Minnesota Sen. Patricia Torres Ray was the only Latina in the state’s Senate when she was elected a decade ago, joining two Latinas in the House.
Then in 2012, she was joined by state Sen. Melisa Franzen, who is Puerto Rican. Torres Ray, a Democrat of Colombian descent, had backed Franzen, also a Democrat, in her race. Now the two are trying to recruit a third Latina for an open seat Senate race in the state.
Latinas are 1.3 percent of state legislators of all racial and ethnic backgrounds and are just 1.6 percent of the members of Congress.
Of the 396 Latino state legislators nationally, 113 are women, less than a third.
The National Hispanic Caucus of State Legislators opened its national summit in Atlanta Thursday with the launch of Latinas Lead Initiative. The initiative is geared toward increasing the numbers of Latinas in politics and serving in state legislatures.
"Latinas play a pivotal role in our organization and we need to ensure that we increase their influence and change-making capacity, as well as their numbers, in state capitols across the U.S. and Puerto Rico. That is why we are launching the Latinas Lead initiative as the first event of our national summit," said NHCSL President Eduardo Bhatia, who also is the president of the Senate of the Commonwealth of Puerto Rico.
The catalyst for the launch: “It’s just the severe, severe underrepresentation of Latinas at all levels of government,” said Lucy Flores, a former Nevada Assembly member who is now running for Congress. “Latinas are so underrepresented there might as well be no Latinas.”
Torres Ray said Latinas Launch is critical for the community because Latina lawmakers often find themselves working in areas with large impact on the Latino community and that are key to issues affecting Latino families.
“We typically serve in education where we have significant needs and we have a young population that is fast growing,” Torres Ray said. “We also tend to serve in health care where there is significant need in the community. “
Organizers of Latinas Launch also hope to help Latina lawmakers, or those aspiring to serve in legislatures and higher office to meet with other women leaders not necessarily in elected office.

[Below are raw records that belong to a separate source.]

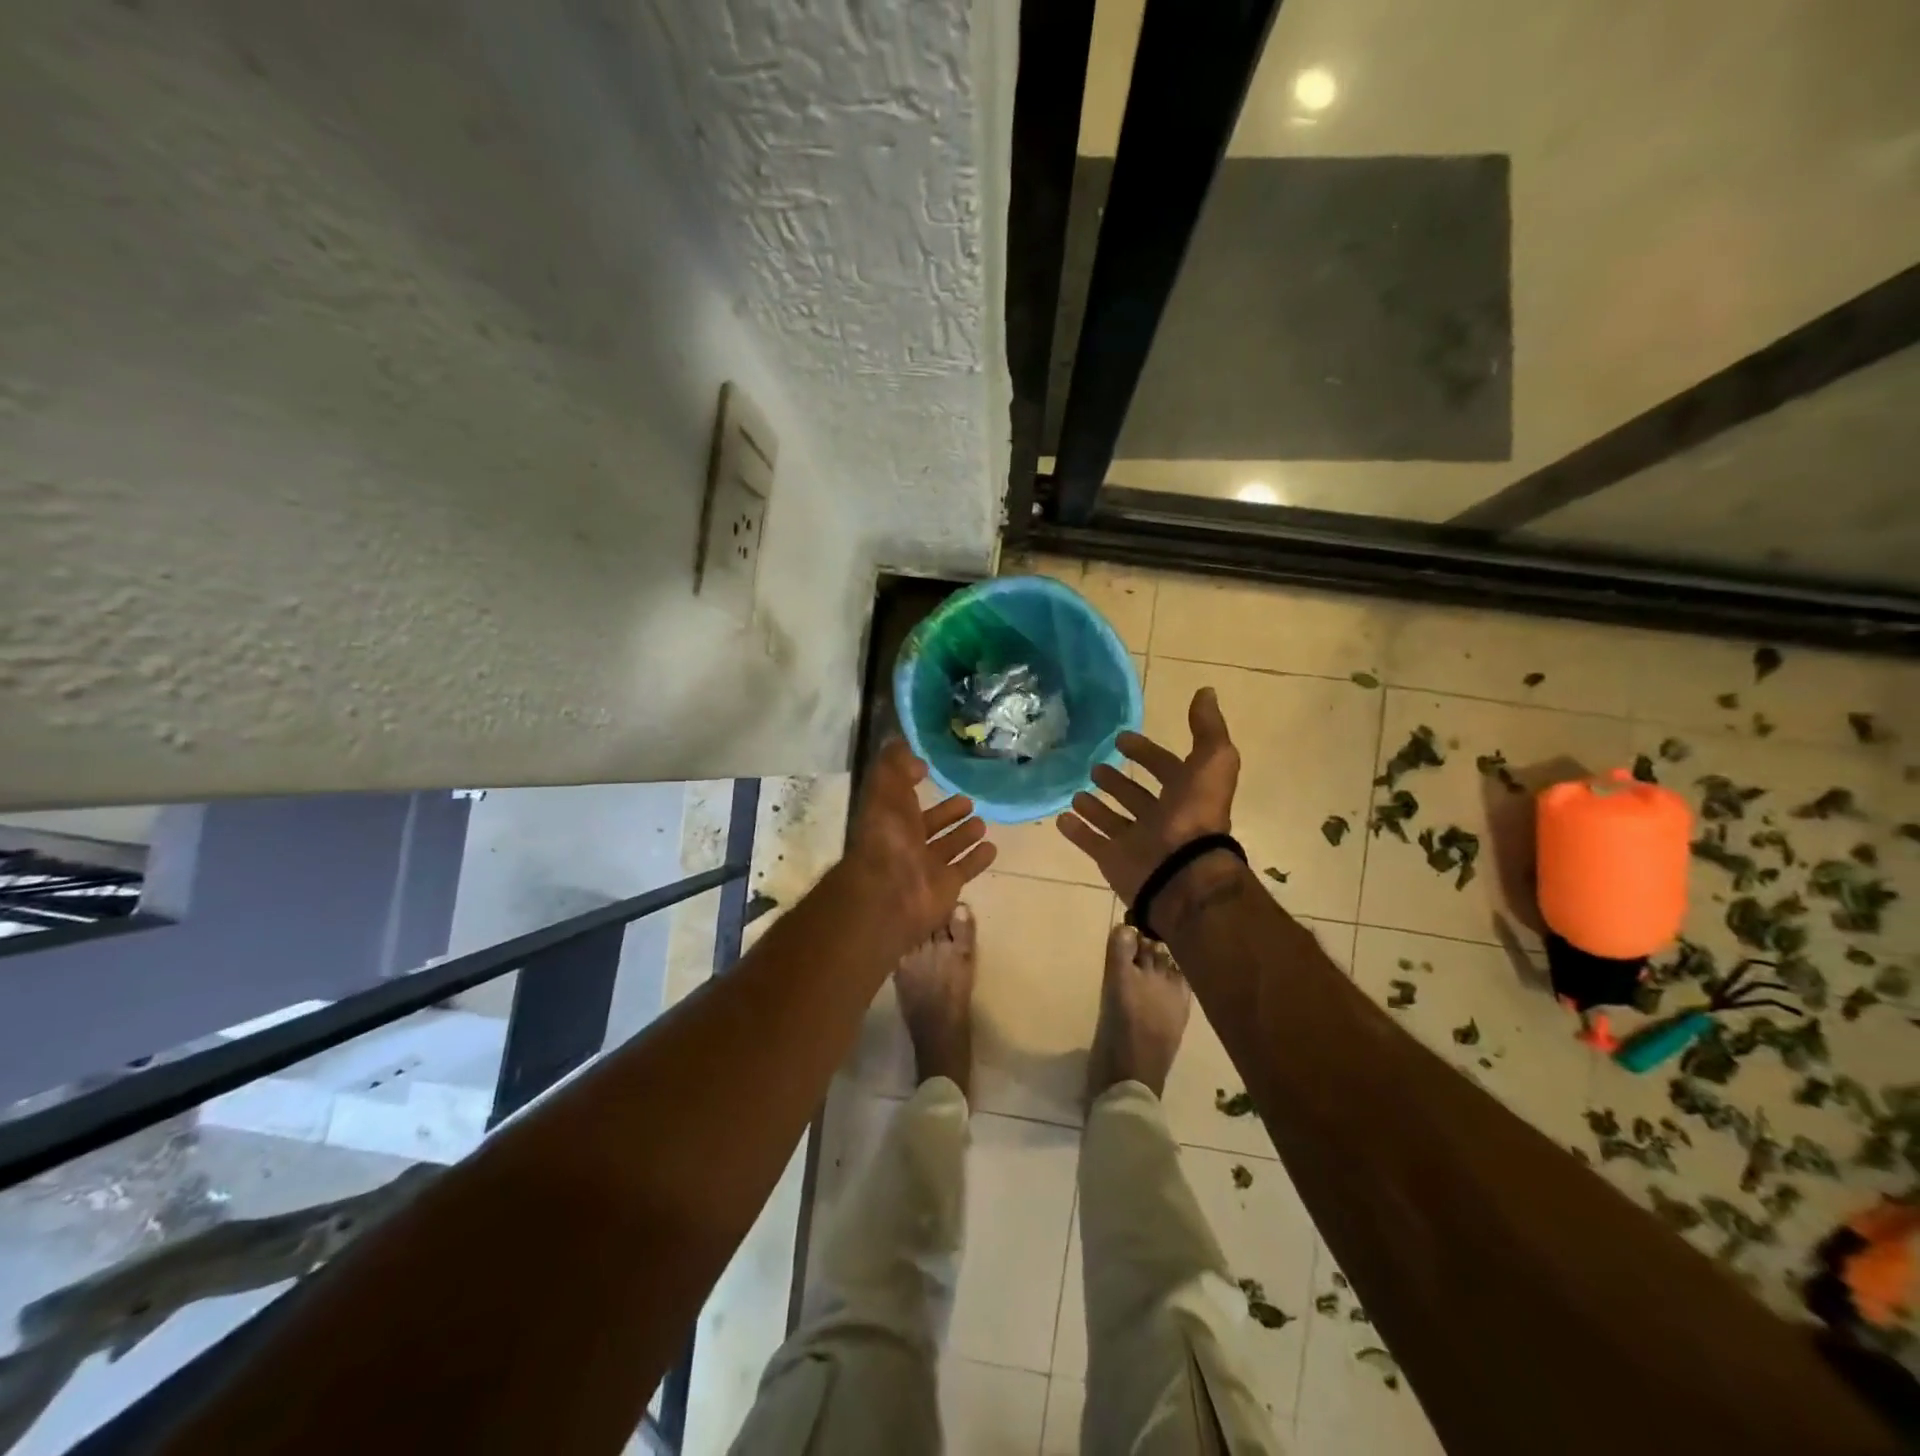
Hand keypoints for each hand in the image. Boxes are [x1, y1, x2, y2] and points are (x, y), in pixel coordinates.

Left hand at [841, 740, 996, 949]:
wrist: (891, 894)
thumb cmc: (887, 837)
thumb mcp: (884, 789)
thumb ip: (895, 765)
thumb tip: (914, 756)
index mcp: (888, 818)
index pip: (902, 797)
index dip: (914, 783)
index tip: (933, 768)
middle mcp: (905, 842)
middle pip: (928, 824)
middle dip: (947, 812)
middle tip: (969, 799)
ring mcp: (926, 866)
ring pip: (948, 846)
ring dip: (964, 834)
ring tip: (983, 821)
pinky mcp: (946, 886)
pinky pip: (964, 868)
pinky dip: (977, 859)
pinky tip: (992, 847)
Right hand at [1055, 687, 1239, 902]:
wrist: (1181, 872)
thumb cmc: (1194, 815)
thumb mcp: (1212, 762)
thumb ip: (1207, 729)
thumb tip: (1206, 692)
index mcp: (1185, 795)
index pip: (1165, 768)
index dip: (1146, 753)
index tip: (1121, 738)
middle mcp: (1161, 818)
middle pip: (1136, 795)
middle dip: (1118, 780)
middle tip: (1095, 765)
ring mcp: (1136, 841)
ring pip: (1112, 819)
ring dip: (1095, 805)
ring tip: (1076, 791)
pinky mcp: (1114, 860)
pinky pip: (1091, 843)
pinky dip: (1077, 831)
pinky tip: (1061, 818)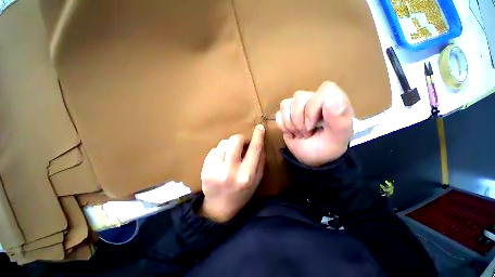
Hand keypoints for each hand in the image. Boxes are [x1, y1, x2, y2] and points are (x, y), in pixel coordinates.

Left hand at [200, 125, 265, 221]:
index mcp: (247, 176)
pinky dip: (220, 152)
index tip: (259, 127)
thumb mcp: (257, 180)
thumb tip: (259, 143)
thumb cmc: (242, 194)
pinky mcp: (204, 170)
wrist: (219, 208)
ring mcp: (214, 170)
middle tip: (243, 145)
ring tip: (231, 155)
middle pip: (235, 141)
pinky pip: (214, 150)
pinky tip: (222, 161)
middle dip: (241, 139)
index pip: (254, 149)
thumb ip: (260, 161)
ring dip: (230, 145)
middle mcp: (230, 171)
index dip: (258, 136)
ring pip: (223, 143)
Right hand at [275, 81, 352, 166]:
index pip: (323, 90)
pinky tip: (291, 132)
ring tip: (299, 133)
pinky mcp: (286, 114)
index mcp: (333, 101)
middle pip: (299, 97)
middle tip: (306, 133)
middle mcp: (314, 100)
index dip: (313, 107)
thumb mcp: (338, 137)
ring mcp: (298, 106)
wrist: (313, 158)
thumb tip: (331, 98)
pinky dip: (283, 126)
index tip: (312, 126)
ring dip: (290, 124)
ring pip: (285, 104)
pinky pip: (278, 114)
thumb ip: (340, 118)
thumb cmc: (327, 147)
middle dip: (299, 120)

“The numbers right now for us (Latinos) are very low, but when you look at (Latinas) they are even lower. Our network and ability to connect with other women is pretty key right now in order to look for strategies to grow,” Torres Ray said.
Flores was elected in 2010 along with two other Latinas who together were the first Latinas to serve in the Nevada Assembly. Flores left to run for Nevada lieutenant governor, a race she lost and now is making a bid for Nevada’s 4th Congressional District seat. She faces three Democratic opponents in the June 14, 2016 primary.

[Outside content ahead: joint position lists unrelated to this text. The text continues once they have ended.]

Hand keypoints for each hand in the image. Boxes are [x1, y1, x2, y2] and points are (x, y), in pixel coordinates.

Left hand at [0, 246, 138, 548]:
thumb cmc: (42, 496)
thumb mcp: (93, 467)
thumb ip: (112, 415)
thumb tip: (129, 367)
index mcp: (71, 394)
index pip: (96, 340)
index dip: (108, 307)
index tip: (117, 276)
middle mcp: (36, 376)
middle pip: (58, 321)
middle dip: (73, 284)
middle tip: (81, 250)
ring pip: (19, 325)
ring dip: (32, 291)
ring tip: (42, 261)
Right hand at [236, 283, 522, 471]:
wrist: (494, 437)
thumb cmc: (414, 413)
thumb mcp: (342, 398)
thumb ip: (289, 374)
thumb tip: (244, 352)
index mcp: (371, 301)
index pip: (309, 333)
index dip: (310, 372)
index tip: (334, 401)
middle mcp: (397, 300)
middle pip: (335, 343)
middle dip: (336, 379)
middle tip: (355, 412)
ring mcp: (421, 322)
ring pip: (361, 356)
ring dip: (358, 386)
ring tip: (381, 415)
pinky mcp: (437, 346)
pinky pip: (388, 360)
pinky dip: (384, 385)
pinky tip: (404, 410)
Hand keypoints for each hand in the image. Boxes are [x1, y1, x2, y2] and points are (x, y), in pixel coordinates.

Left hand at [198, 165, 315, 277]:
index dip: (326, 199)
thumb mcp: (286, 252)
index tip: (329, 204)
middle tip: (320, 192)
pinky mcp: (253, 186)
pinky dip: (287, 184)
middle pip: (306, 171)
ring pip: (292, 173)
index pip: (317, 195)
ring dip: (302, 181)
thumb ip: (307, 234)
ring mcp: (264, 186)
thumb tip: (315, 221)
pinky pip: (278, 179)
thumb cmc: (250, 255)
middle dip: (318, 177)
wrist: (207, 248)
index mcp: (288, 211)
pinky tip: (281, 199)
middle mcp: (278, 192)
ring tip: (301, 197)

“It’s so necessary,” Flores said of the Latinas Lead Initiative that will be housed within NHCSL. “There’s a lack of resources out there for Latinas to get into elected office and looking for development and to get into leadership positions and looking for that next step.”
Nine of the representatives in Congress are Latina. There are no Latinas in the U.S. Senate, although Rep. Loretta Sanchez, D-Calif., and Catherine Cortez Masto, D-Nev., are running for seats.

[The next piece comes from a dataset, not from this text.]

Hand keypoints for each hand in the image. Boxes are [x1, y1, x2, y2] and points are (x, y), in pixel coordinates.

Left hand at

Torres Ray said supporting Latinas in office so they can advance, along with recruiting Latinas to run will be big parts of the initiative.
“Those who are state elected officials, the seats they leave, we need to think about who will replace them, but also how do we support these women who have a tremendous record and have done incredible work so they can move forward and advance in political career,” Torres Ray said.
“Often we have one Latina serving in the states and when she leaves, then we don’t have a bench,” she said. “We need to see who is ready to run and see how we encourage others to run for those spots being left vacant.”